A piezo actuator is made up of stacks or layers of piezo elements, without any mechanical components. Piezo actuators are available in various configurations, including longitudinal, shear, tube, and contracting versions.
A piezo motor combines a piezo actuator (typically a longitudinal, or “stack,” actuator) with other mechanical elements to produce longer stroke lengths. Piezo motors include ultrasonic, inertia, and stepper types.
Microliter and nanoliter dispensing
Diaphragm pumps or valves driven by piezo actuators are a common solution when microliter or nanoliter volumes need to be dispensed. The displacement of the piezo actuator determines the dispensing volume, and the actuator’s operating frequency controls the flow rate. Bending actuators and piezo tubes are often used in these applications, due to their compact size and ability to be manufactured in a variety of forms.

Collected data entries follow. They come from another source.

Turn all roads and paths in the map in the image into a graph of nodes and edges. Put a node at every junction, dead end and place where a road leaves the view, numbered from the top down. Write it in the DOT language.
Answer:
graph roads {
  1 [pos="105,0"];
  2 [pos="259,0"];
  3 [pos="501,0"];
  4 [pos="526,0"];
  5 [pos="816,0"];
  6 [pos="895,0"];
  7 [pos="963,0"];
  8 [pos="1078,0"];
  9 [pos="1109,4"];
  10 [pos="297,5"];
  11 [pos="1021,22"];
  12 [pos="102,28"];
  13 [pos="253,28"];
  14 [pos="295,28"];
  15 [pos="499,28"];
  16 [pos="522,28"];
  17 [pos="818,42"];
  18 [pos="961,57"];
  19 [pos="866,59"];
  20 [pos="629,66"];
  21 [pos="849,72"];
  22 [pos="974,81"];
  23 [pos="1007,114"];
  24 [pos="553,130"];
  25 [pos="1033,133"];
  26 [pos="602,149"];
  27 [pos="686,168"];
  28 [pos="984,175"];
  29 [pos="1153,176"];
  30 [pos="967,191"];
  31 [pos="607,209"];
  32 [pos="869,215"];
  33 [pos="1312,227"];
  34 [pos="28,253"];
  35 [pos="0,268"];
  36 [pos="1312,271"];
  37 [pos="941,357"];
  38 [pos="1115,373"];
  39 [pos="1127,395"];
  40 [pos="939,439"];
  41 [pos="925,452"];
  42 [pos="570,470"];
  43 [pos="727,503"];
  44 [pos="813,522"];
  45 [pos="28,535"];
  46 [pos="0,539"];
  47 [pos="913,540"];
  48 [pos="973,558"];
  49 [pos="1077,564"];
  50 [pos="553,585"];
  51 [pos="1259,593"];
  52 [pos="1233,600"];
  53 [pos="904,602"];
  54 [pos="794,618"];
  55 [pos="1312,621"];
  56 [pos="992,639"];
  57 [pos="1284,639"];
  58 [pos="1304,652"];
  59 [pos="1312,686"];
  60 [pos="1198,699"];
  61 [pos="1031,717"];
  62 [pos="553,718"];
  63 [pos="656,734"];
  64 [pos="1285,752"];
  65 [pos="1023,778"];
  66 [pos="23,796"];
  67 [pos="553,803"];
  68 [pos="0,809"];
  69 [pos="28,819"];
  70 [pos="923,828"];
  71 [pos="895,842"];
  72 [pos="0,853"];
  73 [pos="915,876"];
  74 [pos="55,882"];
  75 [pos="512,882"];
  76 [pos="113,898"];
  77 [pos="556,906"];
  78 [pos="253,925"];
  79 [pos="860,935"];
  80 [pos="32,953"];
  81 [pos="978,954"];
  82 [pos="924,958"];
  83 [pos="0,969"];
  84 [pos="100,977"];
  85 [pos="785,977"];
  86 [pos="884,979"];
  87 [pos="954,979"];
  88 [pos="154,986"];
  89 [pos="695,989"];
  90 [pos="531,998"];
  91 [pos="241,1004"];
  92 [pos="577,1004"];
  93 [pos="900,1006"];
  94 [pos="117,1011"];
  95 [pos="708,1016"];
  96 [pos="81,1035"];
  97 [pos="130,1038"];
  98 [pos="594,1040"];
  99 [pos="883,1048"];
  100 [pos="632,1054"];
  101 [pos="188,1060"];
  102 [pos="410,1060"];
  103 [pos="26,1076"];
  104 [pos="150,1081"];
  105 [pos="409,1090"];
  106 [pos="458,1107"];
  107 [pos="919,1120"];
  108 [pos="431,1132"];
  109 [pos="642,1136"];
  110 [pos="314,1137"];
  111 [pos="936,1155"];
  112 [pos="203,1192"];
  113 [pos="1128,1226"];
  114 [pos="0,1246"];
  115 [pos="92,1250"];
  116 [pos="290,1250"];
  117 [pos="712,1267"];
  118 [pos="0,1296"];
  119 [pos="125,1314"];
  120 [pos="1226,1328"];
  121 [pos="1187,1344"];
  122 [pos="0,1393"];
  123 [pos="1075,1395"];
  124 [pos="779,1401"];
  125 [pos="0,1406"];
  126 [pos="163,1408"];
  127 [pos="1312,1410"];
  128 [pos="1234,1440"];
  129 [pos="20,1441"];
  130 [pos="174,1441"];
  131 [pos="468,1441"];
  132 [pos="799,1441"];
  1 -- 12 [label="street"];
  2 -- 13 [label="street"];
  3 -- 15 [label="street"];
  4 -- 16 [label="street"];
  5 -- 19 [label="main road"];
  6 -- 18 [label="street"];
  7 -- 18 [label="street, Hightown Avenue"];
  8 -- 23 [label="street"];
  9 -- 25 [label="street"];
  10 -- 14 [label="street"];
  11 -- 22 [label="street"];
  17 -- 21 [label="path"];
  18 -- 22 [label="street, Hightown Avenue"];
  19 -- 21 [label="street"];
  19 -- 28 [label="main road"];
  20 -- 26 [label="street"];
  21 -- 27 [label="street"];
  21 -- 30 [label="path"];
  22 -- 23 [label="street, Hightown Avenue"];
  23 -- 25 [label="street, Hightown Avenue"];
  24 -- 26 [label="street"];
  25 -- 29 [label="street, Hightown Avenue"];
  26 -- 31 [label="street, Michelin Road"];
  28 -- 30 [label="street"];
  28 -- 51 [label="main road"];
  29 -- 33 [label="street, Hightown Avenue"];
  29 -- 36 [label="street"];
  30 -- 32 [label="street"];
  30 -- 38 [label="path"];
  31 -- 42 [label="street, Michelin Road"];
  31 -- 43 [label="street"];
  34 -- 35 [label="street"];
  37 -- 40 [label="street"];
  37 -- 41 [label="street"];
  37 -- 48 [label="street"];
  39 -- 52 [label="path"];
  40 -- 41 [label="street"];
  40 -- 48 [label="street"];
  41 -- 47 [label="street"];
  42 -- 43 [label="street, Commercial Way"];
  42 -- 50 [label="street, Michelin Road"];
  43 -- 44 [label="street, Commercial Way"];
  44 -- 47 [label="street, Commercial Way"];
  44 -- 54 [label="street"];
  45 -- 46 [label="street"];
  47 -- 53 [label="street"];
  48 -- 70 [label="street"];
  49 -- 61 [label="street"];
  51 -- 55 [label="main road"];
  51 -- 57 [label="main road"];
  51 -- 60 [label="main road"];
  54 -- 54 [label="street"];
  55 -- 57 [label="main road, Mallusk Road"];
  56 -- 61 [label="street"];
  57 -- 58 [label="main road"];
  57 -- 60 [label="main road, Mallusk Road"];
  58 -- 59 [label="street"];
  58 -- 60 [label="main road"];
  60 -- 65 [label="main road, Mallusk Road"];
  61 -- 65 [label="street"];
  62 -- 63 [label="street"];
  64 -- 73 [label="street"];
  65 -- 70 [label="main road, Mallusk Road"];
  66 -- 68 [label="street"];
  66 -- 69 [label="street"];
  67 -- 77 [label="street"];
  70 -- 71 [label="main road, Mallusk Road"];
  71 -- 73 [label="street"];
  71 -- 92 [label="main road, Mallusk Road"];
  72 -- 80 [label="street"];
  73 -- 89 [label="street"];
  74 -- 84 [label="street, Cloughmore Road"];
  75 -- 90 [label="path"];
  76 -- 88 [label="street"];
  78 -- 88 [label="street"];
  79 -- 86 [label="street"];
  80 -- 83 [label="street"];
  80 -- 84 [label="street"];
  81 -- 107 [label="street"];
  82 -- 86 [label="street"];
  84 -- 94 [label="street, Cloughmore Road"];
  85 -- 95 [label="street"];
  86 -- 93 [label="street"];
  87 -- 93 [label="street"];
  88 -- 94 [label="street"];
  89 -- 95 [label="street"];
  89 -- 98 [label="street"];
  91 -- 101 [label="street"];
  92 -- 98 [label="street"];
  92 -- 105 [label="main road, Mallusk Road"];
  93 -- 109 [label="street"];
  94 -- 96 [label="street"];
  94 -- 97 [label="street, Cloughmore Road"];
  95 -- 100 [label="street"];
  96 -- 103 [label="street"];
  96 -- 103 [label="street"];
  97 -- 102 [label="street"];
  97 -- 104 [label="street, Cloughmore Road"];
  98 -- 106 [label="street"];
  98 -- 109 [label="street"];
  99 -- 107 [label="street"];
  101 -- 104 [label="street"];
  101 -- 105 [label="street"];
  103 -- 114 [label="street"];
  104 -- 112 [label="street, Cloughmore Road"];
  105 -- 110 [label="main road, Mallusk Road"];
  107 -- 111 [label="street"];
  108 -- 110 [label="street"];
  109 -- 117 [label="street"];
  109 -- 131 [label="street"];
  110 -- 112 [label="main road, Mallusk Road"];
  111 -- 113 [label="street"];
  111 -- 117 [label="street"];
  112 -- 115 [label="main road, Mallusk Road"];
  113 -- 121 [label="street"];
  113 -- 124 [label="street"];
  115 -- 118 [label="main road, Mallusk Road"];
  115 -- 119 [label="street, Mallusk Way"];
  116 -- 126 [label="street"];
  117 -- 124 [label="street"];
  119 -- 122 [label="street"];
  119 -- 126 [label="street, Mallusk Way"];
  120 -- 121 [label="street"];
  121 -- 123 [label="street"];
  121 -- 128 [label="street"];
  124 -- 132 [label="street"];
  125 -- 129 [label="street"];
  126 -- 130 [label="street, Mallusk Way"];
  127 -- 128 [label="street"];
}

One example of microliter or nanoliter dispensing is an implantable drug-delivery pump, which requires extremely accurate motion for proper dispensing and has a size constraint that few other technologies can meet. Industrial applications include large-format inkjet printers and printed circuit board manufacturing.
Similar to microliter pumps are syringes that deliver fluids at extremely low rates — often single or fractional microliters per minute — which corresponds to a linear movement equal to fractional microns per second. Linear stepper piezo motors are well-suited for these applications thanks to their ability to provide smooth motion at extremely low speeds.
In medical laboratory instruments, such as blood analyzers, liquid reagents are dispensed into microwell plates (plates with an array of small “wells” or test tubes molded into them). In these applications, the reagent dispensing is controlled by piezo-driven pumps (see above). But accurate dispensing into the wells also requires rapid positioning of the pipettes, with high resolution and fast response and settling times. Here, ultrasonic piezo motors provide the longer stroke lengths required to cover the entire microwell plate and can do so with resolution of 10 microns or less.
Micropositioning and nanopositioning
Positioning of mirrors and lenses in microscopy, diagnostic, and high-precision manufacturing applications involves very short strokes, and often requires nanometer-level resolution. For example, atomic force microscopes require positioning the scanning probe over a distance of just a few microns, at a high frequency and with resolution in the sub-nanometer range. Piezo stack actuators are one of the few motion devices that can meet these requirements, and their high resonance frequency provides stability to the control loop.
Interferometers also require high-resolution positioning of mirrors to create or adjust interference between two or more lasers. Piezo actuators provide two key benefits in these applications — nanometer positioning resolution and no EMI (electromagnetic interference). And in the semiconductor industry, piezo actuators are used to provide nanometer-scale alignment for lenses that focus and direct light through a mask (pattern) onto a silicon wafer.
Piezo stack actuators can also be used for active vibration damping in wind turbines, precision stages and tables, motors, and other vibration-sensitive equipment. For example, machine tools — which typically require ball screws or linear motors to move very high loads over relatively long strokes — may also integrate piezo actuators to produce counter-movements in the machine’s control loop to dampen vibrations, thus improving the accuracy and quality of the machining operation.